Também na Escolástica cristã, observamos a tendência de querer levar o homem à compreensão da verdade revelada, através da atividade racional para tornar a verdade religiosa racionalmente acessível e esclarecê-la dentro dos limites possíveis, para poder defender a fé contra a incredulidade e contra heresias.

Contudo, a filosofia Escolástica reconhece, pois, um limite à razão: a doutrina revelada. E esta é, por bem dizer, a autoridade suprema. De modo que podemos já aqui entender a razão como dom natural do homem dado por Deus.

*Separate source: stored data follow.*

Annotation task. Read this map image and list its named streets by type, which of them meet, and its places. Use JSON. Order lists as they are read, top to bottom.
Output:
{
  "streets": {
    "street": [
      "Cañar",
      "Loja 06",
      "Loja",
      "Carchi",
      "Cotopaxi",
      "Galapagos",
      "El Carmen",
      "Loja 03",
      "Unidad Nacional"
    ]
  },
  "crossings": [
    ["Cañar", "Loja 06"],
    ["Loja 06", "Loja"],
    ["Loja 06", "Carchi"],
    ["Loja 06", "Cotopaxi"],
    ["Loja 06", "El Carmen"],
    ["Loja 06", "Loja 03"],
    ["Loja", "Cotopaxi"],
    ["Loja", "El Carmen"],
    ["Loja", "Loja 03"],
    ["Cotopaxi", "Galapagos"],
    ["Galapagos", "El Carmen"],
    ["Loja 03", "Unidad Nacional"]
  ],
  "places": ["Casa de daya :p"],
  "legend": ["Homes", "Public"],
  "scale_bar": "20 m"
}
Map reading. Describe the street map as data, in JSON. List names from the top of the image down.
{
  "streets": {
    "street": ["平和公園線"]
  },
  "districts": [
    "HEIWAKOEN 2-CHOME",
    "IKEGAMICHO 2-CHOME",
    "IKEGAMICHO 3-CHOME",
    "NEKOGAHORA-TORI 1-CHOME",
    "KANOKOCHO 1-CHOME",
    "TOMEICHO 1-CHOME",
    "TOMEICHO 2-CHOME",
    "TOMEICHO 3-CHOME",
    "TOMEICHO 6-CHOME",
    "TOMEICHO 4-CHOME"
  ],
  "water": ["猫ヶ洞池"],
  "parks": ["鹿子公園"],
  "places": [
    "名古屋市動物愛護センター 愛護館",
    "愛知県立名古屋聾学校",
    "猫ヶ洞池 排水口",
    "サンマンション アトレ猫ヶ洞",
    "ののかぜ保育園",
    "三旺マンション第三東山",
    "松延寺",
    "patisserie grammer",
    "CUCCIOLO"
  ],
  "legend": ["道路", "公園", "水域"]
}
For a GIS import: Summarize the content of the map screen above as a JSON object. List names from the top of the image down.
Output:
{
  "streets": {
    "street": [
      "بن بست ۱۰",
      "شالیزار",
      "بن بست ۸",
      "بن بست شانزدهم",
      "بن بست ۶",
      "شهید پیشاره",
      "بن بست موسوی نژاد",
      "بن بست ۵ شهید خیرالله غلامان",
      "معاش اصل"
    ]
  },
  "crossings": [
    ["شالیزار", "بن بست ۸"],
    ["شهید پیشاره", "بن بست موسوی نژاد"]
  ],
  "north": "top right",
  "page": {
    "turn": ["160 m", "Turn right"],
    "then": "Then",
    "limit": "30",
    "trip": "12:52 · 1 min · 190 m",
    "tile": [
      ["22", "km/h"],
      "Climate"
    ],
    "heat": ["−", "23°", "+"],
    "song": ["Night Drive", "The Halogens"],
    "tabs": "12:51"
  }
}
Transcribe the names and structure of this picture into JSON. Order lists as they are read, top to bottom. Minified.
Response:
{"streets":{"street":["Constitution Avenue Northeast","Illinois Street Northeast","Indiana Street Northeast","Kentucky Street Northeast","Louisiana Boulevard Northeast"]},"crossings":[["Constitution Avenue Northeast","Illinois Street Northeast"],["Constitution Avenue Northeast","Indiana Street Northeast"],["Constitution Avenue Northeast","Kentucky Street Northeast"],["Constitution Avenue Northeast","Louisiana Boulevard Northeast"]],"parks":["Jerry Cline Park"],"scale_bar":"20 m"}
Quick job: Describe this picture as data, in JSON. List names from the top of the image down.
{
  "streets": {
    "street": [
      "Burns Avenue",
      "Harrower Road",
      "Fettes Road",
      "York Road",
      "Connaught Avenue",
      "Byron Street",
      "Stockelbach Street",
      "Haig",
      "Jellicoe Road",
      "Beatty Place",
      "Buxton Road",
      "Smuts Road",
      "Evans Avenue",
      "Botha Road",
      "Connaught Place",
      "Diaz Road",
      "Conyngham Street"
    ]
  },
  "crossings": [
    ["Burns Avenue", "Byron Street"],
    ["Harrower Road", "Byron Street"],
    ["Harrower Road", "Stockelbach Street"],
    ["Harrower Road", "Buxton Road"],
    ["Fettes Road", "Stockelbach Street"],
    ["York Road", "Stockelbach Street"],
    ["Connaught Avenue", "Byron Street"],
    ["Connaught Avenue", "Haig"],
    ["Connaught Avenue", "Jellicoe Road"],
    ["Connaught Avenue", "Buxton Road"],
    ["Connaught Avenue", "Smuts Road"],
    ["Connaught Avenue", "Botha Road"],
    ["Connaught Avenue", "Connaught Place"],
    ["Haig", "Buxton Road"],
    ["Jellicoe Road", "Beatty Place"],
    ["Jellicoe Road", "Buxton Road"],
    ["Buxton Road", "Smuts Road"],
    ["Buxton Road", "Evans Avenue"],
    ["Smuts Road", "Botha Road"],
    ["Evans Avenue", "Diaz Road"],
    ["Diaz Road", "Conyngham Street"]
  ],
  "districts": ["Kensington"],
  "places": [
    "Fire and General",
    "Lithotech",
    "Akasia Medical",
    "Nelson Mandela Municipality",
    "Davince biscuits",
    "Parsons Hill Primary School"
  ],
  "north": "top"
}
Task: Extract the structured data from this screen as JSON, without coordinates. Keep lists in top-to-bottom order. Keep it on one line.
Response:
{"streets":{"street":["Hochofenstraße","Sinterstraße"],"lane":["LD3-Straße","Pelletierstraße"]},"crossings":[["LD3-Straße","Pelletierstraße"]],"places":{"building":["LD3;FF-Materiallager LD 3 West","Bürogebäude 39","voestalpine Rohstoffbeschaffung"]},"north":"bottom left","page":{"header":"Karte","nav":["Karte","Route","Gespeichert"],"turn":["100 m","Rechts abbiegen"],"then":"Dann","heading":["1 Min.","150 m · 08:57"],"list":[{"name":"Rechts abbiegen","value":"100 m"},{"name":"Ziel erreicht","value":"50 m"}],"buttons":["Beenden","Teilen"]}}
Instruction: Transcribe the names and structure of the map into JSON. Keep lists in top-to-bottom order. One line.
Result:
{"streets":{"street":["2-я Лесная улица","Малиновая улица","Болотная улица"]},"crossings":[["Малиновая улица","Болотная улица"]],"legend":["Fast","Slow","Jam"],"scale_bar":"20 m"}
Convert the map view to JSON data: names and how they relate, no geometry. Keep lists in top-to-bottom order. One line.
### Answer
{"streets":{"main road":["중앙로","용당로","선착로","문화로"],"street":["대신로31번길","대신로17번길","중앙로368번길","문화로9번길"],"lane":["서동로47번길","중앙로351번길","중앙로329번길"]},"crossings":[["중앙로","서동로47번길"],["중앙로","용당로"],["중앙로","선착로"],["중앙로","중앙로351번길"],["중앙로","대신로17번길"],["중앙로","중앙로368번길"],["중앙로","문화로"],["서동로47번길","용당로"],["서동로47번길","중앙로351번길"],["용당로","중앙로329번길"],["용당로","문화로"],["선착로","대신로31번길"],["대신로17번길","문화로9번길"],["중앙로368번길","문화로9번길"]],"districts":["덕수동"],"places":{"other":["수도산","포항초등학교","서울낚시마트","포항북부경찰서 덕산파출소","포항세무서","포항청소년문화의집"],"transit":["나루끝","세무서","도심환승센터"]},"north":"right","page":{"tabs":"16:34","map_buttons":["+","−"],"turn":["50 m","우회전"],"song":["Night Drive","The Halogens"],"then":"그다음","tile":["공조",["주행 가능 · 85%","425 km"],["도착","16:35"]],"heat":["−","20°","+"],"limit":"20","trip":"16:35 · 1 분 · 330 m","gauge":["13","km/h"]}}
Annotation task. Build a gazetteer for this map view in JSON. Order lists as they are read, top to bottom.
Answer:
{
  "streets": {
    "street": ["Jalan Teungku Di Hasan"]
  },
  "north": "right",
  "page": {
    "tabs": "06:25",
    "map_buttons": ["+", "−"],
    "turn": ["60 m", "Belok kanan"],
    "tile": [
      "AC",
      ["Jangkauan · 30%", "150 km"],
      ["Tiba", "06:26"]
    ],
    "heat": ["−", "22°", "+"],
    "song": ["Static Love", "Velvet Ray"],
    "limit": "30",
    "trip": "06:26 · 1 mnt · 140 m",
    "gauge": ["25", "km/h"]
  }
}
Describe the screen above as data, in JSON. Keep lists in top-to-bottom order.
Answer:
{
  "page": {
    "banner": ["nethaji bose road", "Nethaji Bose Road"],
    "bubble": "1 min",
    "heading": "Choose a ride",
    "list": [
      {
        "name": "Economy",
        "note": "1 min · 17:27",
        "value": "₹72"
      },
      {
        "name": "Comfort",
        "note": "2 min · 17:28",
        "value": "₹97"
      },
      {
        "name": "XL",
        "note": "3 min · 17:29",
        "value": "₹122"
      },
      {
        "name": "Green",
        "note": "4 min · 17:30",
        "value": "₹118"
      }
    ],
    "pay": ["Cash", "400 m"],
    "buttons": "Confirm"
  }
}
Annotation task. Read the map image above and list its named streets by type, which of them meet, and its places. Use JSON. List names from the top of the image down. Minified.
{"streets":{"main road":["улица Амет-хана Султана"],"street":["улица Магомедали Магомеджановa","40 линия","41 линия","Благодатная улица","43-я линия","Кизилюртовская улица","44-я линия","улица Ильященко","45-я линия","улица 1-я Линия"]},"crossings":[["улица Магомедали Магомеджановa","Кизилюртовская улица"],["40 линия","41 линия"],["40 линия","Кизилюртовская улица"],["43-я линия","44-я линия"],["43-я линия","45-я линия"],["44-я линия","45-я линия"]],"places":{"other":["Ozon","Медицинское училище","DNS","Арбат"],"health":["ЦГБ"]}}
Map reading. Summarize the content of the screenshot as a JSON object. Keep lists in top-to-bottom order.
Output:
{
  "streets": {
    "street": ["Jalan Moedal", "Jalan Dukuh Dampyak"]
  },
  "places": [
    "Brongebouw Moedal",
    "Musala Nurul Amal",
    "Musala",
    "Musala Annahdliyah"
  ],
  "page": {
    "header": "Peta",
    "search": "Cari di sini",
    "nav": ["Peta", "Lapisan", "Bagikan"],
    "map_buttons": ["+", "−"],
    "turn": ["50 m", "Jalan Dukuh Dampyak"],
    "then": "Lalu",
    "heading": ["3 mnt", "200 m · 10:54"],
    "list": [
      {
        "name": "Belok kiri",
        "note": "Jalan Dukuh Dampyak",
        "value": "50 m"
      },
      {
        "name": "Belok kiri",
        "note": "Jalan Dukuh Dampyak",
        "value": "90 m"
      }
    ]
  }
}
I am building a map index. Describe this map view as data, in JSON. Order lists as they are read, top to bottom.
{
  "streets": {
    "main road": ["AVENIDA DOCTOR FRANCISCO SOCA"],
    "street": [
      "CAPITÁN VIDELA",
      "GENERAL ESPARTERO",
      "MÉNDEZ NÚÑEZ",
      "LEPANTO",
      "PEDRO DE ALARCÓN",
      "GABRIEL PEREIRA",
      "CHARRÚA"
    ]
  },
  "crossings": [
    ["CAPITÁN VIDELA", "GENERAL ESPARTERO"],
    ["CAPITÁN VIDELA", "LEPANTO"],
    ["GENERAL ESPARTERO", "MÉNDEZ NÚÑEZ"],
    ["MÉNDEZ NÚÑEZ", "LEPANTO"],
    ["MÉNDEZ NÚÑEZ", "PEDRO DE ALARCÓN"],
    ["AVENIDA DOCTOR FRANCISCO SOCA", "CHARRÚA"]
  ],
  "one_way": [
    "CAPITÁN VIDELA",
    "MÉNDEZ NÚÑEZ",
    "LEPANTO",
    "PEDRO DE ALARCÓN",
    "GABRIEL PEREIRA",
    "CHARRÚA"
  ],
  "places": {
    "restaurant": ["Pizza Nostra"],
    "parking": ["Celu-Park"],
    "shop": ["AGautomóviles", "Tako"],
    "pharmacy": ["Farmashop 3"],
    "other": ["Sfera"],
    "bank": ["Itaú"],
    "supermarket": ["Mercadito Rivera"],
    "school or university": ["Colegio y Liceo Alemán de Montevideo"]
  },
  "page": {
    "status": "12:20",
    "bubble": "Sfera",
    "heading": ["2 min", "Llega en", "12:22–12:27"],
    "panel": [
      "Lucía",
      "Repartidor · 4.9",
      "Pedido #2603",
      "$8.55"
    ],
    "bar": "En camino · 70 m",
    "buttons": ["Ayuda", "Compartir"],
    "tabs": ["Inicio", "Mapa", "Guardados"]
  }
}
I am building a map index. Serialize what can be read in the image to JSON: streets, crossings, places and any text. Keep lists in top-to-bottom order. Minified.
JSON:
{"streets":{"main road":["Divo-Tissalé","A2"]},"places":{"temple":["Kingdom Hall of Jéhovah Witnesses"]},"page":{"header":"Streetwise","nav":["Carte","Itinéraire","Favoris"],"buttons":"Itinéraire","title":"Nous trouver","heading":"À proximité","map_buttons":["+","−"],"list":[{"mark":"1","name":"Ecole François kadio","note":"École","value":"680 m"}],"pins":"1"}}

Por isso quando o homem pensa é ele quem pensa e não Deus, diga-se de passagem também, que quando o homem crer é ele próprio quem acredita e não Deus que crer no homem, mais o homem que confia (crer) em Deus.

Com relação à compreensão da verdade revelada podemos entender que o dom está na revelação, isto é, o fato de Deus ter revelado o homem ao homem, e ter entrado na história. Assim, a fé abre o horizonte de uma realidade meta histórica que não pode ser conhecida pela razão pura e simplesmente, senão que pela revelação. A fé tem consigo o conteúdo da revelação. Aqui podemos dizer com São Tomás de Aquino que a fé pressupõe o conhecimento natural da mesma forma como a natureza pressupõe a graça (S. Th., I, q. 2, a 2 ad 1). Por isso a doutrina da fé, partindo de Deus, que se revela aos homens, é mais perfeita que qualquer outra ciência, pois parte de princípios mais elevados.

Em suma, o Aquinate entende a relação entre a graça e a natureza de maneira hierárquica, presumindo o conhecimento pela fé, o conhecimento natural como a perfeição pressupõe o capaz da perfeição. A teologia deve servir-se da razão humana: “A graça não destrói a natureza, mas a aperfeiçoa” (S. Th., I, q. 1 a. 8 ad 2).
A doutrina de Tomás de Aquino sobre as relações entre fé e razão pode resumir-se nas seguintes proposições:

1º) Fé e razão são modos diferentes de conhecer (S. Th. 1, q. 1, a 2).

2º) Fé e razão, filosofia e teologia, não se podem contradizer porque Deus é o autor comum de ambas.

3º) Embora a razão seja suficiente para conhecer as verdades fundamentais de ordem natural e seja autônoma no estudo das coisas naturais, é incapaz por si só, de penetrar os mistérios de Deus.

4º) Conclui-se que a razão pode prestar um grande serviço à fé, seja para demonstrar aquelas coisas que são preâmbulos da fé, seja para ilustrar, por meio de semelhanças e dissemelhanças, as coisas que pertencem à fé, ou ainda seja, enfim, para opor-se às coisas que são ditas contra a fé.